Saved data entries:
★ ★ ★ ★
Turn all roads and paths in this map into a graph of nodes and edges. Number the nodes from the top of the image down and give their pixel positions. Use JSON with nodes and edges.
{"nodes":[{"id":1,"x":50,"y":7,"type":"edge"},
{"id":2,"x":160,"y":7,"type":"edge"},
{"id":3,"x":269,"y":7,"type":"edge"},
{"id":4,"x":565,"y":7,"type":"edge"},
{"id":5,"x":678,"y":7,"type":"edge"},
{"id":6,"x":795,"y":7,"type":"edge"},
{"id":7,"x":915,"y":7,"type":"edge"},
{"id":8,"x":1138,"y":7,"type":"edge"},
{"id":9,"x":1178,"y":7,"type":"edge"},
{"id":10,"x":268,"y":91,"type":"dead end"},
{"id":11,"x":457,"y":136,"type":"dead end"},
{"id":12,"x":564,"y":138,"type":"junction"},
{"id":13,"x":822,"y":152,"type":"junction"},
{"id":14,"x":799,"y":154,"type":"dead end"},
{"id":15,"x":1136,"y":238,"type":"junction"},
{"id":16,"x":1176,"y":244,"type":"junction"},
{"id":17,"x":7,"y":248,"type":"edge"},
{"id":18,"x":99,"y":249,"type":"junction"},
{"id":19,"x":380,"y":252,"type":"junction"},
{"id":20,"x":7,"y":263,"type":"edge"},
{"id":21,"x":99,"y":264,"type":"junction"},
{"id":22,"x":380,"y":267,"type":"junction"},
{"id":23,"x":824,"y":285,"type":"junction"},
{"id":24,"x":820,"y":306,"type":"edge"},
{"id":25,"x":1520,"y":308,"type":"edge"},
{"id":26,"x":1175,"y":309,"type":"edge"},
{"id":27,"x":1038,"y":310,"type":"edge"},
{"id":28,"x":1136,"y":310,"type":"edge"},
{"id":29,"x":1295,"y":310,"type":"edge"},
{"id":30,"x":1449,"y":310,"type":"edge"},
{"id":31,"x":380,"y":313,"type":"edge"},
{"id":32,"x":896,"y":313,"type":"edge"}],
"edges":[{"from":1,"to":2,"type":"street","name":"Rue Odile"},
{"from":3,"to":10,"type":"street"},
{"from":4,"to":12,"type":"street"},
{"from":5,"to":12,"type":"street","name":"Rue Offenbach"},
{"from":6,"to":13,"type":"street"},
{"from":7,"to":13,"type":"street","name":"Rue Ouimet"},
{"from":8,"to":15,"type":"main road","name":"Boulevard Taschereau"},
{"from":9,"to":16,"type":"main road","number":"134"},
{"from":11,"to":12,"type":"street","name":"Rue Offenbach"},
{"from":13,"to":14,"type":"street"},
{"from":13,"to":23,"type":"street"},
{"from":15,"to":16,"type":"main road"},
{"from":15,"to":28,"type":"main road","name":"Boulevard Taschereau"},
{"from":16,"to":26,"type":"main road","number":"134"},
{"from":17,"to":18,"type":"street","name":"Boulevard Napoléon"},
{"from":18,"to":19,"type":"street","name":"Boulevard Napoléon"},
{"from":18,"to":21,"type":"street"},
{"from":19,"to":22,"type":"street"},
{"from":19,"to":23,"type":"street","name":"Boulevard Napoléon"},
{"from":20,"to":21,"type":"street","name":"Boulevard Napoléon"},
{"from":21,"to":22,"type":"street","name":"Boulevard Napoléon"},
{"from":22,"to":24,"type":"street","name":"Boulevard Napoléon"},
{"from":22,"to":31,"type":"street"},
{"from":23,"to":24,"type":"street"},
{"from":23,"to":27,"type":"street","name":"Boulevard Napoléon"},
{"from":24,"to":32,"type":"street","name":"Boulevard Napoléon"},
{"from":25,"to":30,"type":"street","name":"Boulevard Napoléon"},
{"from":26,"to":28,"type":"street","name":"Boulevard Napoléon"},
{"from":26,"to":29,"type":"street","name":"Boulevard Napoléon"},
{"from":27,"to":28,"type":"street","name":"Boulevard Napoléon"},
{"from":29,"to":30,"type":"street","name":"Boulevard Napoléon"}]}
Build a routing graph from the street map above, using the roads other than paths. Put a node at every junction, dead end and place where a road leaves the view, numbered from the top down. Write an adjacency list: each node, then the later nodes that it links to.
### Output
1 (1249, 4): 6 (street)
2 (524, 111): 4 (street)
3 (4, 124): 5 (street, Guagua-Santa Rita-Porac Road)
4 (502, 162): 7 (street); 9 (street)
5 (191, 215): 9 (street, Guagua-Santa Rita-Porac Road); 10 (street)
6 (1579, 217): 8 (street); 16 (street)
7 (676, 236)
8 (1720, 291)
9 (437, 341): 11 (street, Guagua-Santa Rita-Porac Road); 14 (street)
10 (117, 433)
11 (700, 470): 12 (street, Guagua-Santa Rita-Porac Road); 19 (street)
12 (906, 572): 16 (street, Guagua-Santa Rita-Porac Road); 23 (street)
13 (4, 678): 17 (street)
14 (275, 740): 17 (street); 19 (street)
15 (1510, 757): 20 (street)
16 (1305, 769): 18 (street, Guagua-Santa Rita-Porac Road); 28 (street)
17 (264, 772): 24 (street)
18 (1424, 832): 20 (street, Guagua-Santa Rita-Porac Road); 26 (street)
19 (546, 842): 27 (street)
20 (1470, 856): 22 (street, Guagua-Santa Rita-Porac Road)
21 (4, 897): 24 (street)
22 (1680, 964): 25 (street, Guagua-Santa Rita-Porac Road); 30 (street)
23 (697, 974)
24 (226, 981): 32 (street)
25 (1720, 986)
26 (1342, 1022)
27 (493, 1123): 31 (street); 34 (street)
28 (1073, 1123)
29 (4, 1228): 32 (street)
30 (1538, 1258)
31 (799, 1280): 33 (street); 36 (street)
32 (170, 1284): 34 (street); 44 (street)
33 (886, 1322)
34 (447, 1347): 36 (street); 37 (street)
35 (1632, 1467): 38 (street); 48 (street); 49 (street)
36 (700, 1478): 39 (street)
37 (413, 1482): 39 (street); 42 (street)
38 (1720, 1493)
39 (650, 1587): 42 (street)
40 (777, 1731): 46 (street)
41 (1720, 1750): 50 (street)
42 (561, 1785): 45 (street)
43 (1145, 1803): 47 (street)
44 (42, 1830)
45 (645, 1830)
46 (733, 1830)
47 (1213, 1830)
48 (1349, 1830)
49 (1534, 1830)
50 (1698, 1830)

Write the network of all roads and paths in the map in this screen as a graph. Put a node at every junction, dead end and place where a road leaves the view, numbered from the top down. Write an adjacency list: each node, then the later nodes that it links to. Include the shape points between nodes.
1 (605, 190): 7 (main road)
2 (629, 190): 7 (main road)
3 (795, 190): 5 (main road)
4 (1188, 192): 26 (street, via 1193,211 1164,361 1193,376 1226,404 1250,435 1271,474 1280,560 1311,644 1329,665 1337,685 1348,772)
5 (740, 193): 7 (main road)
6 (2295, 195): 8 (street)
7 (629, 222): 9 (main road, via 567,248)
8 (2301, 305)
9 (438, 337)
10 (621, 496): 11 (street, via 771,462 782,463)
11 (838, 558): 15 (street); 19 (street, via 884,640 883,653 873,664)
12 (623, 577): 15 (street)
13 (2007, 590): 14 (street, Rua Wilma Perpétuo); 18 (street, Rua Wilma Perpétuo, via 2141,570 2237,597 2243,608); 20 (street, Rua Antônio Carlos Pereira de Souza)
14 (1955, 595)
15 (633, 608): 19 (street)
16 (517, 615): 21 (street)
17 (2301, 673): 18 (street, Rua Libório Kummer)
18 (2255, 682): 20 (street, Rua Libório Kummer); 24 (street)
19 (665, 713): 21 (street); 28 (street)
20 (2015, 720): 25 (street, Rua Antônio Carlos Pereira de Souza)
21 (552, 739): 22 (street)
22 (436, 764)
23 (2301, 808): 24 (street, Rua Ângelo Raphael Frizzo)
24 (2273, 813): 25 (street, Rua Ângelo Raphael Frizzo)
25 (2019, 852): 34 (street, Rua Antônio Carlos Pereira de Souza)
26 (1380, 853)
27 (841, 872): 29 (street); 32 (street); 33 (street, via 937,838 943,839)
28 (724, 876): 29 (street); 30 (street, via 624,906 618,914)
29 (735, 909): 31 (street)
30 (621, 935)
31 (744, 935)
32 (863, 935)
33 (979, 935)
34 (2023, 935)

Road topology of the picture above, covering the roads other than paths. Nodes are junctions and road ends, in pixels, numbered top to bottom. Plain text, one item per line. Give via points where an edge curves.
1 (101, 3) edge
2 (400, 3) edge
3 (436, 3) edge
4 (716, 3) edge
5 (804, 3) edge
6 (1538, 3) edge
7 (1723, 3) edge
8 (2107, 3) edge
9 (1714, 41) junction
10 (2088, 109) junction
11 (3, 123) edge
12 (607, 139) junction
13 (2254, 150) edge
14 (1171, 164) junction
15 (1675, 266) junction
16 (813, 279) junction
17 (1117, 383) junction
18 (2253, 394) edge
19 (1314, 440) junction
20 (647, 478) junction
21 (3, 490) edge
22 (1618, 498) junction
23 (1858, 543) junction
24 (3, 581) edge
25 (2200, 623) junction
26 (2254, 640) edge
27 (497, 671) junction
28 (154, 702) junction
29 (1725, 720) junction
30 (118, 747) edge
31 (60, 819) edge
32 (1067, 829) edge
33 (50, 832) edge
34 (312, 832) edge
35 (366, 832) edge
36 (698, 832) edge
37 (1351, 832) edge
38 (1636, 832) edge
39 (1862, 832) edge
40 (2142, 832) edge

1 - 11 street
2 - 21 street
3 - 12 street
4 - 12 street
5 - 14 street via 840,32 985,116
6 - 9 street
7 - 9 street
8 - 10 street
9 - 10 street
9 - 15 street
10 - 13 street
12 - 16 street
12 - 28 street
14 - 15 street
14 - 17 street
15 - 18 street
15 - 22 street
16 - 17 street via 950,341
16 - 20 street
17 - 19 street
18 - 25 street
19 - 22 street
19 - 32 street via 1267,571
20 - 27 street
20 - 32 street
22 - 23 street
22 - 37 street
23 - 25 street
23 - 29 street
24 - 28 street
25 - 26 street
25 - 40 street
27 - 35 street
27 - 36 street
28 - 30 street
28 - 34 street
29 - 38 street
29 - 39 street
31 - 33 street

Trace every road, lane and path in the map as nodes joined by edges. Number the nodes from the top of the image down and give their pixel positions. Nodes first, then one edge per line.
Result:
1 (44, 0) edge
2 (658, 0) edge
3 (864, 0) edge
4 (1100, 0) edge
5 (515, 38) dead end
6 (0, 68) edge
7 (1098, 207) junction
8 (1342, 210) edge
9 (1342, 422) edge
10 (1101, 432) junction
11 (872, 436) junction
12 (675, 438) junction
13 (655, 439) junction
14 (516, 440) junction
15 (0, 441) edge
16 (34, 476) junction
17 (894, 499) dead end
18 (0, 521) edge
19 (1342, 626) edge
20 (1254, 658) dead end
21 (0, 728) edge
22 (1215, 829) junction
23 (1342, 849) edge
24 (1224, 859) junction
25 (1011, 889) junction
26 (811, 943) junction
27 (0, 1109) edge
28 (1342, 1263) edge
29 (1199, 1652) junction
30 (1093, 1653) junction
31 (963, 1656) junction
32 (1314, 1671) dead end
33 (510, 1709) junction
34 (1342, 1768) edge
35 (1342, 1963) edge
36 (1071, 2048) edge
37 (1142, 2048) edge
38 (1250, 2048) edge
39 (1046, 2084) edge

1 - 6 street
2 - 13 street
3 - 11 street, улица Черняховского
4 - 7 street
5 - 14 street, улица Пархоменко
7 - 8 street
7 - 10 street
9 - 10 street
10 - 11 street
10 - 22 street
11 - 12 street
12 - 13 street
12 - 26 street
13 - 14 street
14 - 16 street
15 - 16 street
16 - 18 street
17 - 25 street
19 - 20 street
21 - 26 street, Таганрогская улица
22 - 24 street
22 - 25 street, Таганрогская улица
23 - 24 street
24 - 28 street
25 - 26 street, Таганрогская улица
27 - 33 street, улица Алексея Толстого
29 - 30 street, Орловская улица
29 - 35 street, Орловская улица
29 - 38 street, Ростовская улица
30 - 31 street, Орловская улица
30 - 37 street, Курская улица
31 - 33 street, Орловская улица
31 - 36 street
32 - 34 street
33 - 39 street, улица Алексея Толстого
★ ★ ★ ★
### EXERCISE DIRECTIONS
Throughout the data above, copy all lines where the word "Taschereau" is found.

### TASK ANSWER
{"from":8,"to":15,"type":"main road","name":"Boulevard Taschereau"},
{"from":15,"to":28,"type":"main road","name":"Boulevard Taschereau"},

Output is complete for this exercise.